2014/05/25 - 2014/05/25
8416位(同エリア15512件中)
kojikojiさん
- kojikojiさんTOP
- 旅行記1759冊
- クチコミ1205件
- Q&A回答73件
- 3,458,855アクセス
- フォロワー169人
今年の春の旅はシンガポールからマラッカとペナン島を陸路で縦断して、バンコクまでマレー半島を北上するというものでした。本当はペナン島近くのバタワースから夜行列車でバンコクへ向かいたかったのですが、妻の反対で断念して空路での移動になりました。結果タイの戒厳令の事もあり夜行列車が運行しているかも分からない状態でしたので、結果は正解だったのかもしれません。この5月から期限を迎えていくスターアライアンスのマイルがあったので、2月の時点で羽田からシンガポール航空でシンガポールへ入り、ペナンからバンコクと羽田への帰国はタイ航空を利用したルートになりました。航空券費用が削減出来たのでその分ホテルは良い所に泊まろうと思い、シンガポールはグッドウッドパークホテル、マラッカはマジェスティックホテル、ペナン島はイースタン&オリエンタルホテル、バンコクは前回泊まって良かったアナンタラ(旧マリオット)ホテルとしました。

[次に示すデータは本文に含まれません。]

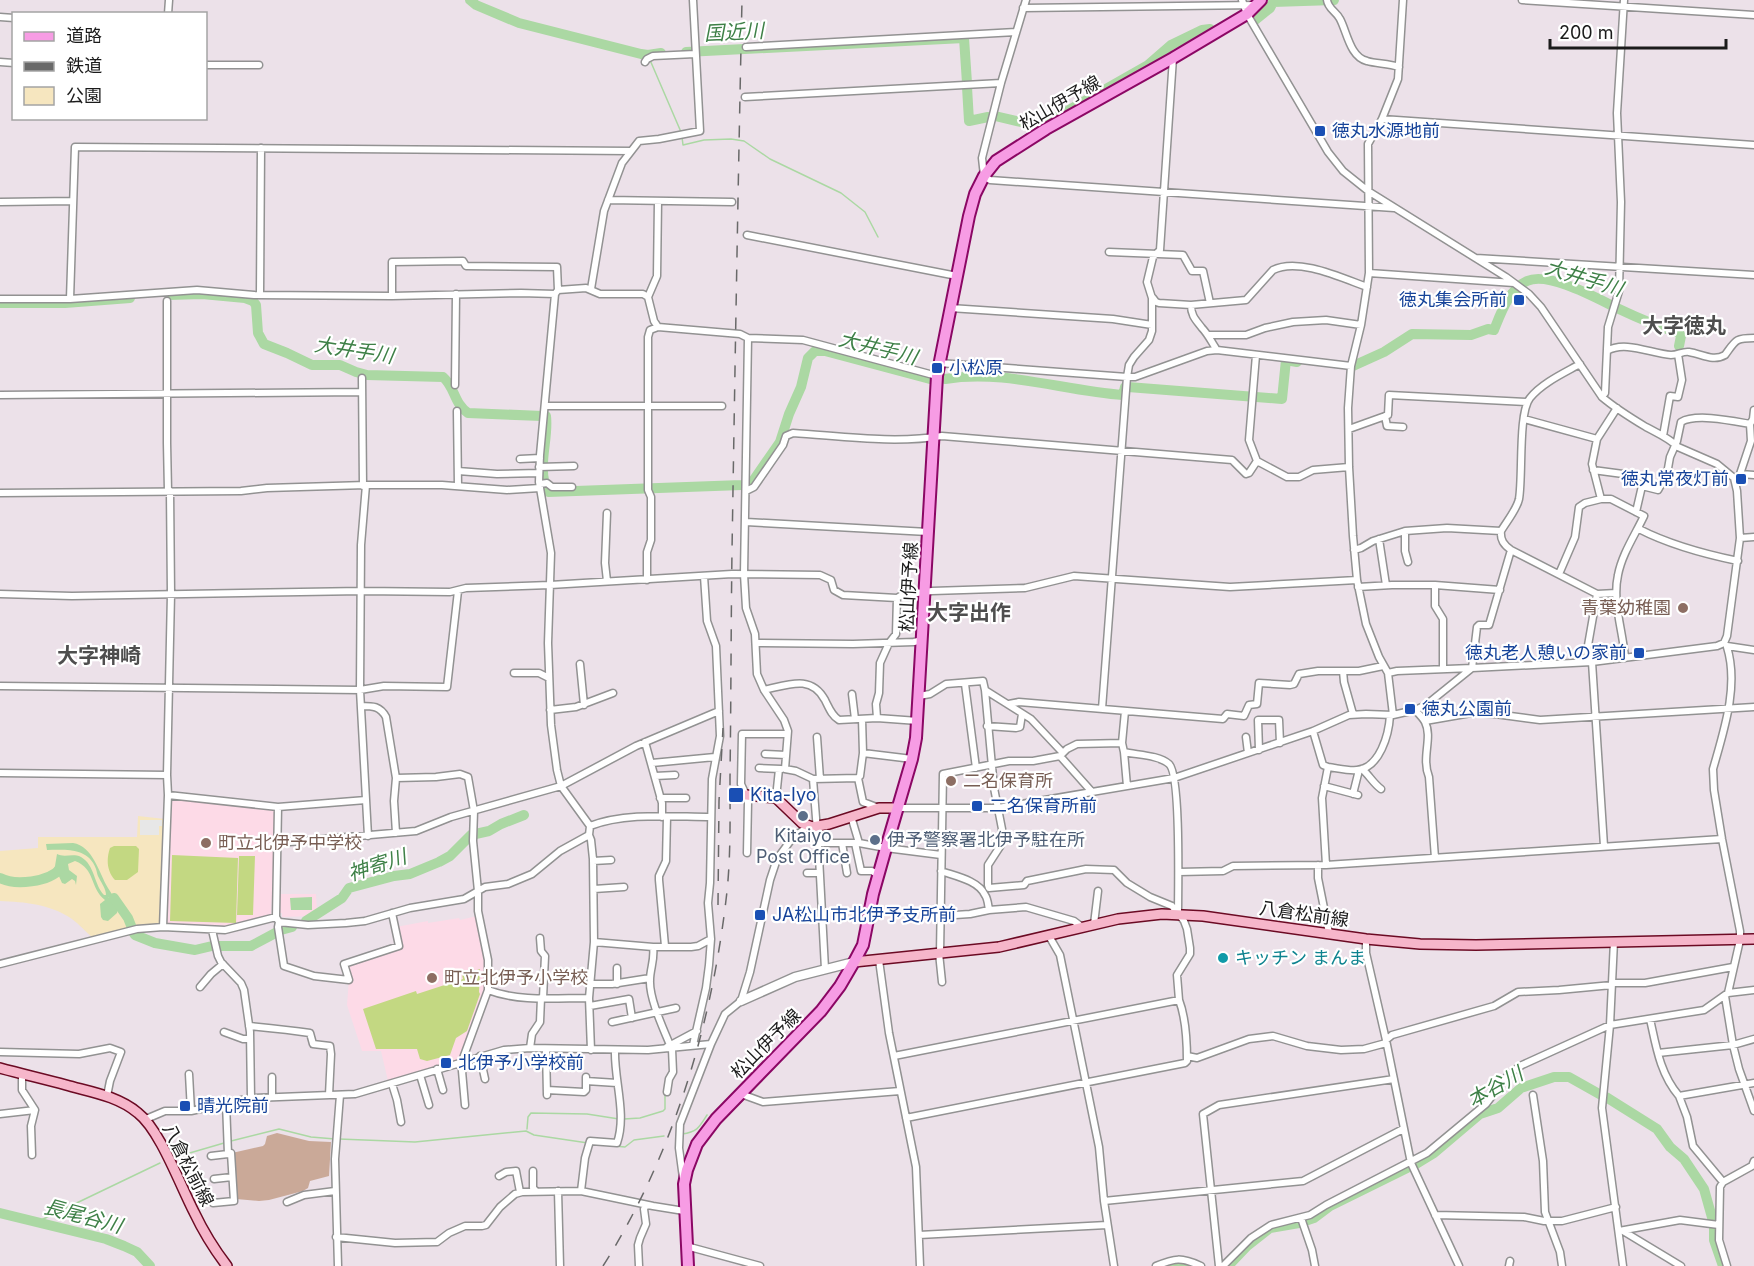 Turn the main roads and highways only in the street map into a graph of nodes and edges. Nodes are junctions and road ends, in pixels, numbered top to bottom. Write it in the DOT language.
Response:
graph roads {
  1 [pos="1259,3"];
  2 [pos="1244,6"];
  3 [pos="747,795"];
  4 [pos="897,808"];
  5 [pos="1754,939"];
  6 [pos="854,962"];
  7 [pos="0,1068"];
  8 [pos="227,1266"];
  9 [pos="688,1266"];
  1 -- 2 [label="main road, 松山伊予線"];
  2 -- 4 [label="main road, 松山伊予線"];
  3 -- 4 [label="main road"];
  4 -- 6 [label="main road, 松山伊予線"];
  5 -- 6 [label="main road, 八倉松前線"];
  6 -- 9 [label="main road, 松山伊予線"];
  7 -- 8 [label="main road, 八倉松前線"];
}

どちらのホテルも日本人のスタッフの方がいらして、事前のリクエストなど非常に細かく対応していただき、とてもリラックスして滞在できました。日程は5月24日から28日の5日間をシンガポール、28日から30日の3日をマラッカ、31日から6月3日の3日間をペナン島、3日から7日をバンコクで夜便で8日帰国のトータルで16日間の旅でした。天気には恵まれましたが、灼熱の日差しと極端な冷房に体力を消耗する旅でした。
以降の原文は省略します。